Можно себе представить, какой удар обрушился в этот день на дядюшку Мерлье! По своему обыкновению, он промолчал. Лицо его оставалось таким же сосредоточенным, как обычно; только в глазах не светилось больше затаенное веселье. Оба дулись целую неделю. Франсуаза больше не улыбалась. Особенно мучило дядюшку Мерлье желание узнать, каким образом этот чертов браконьер сумел околдовать его дочку. Доминик ведь ни разу не был на мельнице. Мельник начал следить и подстерег воздыхателя на другом берегу Морели: он лежал там на травке, притворяясь спящим. Франсуаза отлично могла видеть его из своего окошка. Ну, ясное дело, - они, значит, полюбили друг дружку, переглядываясь поверх мельничного колеса.

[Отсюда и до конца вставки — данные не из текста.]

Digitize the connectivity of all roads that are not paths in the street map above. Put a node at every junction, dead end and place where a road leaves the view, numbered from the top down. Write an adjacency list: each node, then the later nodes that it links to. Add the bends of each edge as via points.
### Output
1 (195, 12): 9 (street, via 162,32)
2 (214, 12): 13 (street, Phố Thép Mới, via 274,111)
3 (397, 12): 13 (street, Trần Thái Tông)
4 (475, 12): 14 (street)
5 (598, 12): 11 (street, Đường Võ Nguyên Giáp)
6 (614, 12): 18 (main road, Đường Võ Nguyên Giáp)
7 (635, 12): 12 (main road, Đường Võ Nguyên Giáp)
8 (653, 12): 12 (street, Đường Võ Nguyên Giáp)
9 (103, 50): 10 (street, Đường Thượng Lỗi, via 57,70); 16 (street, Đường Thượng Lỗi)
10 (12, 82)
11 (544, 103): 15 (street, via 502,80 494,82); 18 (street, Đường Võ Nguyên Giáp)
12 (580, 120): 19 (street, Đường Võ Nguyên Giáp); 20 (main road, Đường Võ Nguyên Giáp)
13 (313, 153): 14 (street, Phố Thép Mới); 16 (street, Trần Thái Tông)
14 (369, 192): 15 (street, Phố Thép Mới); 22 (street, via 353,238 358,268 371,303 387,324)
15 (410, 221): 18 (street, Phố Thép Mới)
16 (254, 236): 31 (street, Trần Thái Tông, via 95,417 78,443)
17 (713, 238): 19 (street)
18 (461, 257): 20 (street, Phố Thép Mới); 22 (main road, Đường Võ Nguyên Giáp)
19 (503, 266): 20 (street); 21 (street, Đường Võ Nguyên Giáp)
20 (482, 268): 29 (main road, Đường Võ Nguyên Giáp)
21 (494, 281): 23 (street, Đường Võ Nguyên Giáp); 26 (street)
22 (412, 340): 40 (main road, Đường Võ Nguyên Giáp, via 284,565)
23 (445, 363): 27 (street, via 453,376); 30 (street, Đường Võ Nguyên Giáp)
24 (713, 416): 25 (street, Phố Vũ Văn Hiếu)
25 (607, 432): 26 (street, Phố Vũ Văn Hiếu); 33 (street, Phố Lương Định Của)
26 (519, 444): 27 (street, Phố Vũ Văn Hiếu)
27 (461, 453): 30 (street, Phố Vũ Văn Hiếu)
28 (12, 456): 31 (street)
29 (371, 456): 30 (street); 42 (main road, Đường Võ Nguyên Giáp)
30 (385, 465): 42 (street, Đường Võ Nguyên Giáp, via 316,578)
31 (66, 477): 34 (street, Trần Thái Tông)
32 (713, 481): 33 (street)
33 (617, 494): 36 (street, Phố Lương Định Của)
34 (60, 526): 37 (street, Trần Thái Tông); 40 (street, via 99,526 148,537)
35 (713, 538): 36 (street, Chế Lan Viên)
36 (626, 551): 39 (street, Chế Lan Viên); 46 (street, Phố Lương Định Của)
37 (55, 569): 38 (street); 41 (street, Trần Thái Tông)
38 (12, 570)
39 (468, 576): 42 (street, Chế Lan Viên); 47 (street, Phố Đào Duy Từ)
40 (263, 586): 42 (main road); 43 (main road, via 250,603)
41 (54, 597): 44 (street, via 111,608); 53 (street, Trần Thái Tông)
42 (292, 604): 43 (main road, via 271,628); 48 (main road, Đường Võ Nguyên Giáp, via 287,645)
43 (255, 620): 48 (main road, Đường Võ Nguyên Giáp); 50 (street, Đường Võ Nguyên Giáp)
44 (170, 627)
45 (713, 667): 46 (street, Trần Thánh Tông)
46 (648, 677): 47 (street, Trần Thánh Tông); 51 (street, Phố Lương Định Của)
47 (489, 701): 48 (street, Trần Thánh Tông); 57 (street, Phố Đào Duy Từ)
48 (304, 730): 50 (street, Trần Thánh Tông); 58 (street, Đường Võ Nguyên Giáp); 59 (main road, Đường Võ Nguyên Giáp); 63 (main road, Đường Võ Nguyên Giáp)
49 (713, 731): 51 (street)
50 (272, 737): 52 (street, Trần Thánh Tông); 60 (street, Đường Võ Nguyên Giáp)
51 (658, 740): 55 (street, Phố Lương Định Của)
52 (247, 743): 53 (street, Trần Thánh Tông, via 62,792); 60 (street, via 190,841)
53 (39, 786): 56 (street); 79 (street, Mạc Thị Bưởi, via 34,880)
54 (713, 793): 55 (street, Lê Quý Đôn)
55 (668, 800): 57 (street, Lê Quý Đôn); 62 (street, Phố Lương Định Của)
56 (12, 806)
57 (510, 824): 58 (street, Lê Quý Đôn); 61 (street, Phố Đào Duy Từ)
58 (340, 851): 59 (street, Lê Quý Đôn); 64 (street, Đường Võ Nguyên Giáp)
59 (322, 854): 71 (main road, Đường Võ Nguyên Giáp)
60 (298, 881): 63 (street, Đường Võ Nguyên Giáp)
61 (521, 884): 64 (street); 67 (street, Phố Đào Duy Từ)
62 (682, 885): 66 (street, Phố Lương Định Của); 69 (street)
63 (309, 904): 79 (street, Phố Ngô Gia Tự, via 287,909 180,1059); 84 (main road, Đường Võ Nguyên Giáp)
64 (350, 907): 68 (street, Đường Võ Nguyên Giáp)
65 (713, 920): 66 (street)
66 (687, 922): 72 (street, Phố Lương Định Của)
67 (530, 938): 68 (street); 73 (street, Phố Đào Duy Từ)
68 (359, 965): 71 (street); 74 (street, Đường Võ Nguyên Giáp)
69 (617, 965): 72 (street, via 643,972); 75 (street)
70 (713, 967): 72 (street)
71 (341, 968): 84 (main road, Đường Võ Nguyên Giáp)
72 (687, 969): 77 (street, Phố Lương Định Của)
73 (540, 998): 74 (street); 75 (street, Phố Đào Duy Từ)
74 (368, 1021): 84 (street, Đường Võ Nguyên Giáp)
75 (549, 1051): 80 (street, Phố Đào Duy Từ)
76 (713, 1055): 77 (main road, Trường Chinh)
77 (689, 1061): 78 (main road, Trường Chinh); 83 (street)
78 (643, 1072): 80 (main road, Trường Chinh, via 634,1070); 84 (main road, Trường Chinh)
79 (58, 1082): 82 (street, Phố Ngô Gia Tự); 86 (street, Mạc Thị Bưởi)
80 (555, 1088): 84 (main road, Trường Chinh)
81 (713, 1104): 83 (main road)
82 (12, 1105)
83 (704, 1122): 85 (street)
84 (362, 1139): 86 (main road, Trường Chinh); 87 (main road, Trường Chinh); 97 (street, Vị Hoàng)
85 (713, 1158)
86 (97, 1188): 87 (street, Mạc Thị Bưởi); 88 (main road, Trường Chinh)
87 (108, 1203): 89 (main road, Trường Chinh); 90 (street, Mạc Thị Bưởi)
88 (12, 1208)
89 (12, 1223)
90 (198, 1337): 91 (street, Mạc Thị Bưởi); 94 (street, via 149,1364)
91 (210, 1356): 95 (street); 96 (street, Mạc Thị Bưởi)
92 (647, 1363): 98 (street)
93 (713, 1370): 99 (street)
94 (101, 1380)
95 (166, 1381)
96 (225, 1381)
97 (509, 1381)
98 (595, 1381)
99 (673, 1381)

Так прошла еще неделя. Франсуаза становилась все мрачнее. Старик Мерлье по-прежнему молчал. Потом, однажды вечером, не сказав ни слова, он сам привел Доминика. Франсуаза как раз накрывала на стол. Она не выразила удивления и ограничилась тем, что поставила лишний прибор; только ямочки снова заиграли у нее на щеках и опять зазвучал ее смех. Утром этого дня дядюшка Мерлье пришел к Доминику в его лачугу на опушке леса. Здесь мужчины проговорили три часа, закрыв двери и окна. Никто так и не узнал, что они сказали друг другу. Достоверно одно - что, уходя, дядюшка Мерлье уже обращался с Домиником как с сыном. Должно быть, в лентяе, который валялся на травке и влюблял в себя девушек, старик нашел именно такого парня, какого искал, - порядочного парня.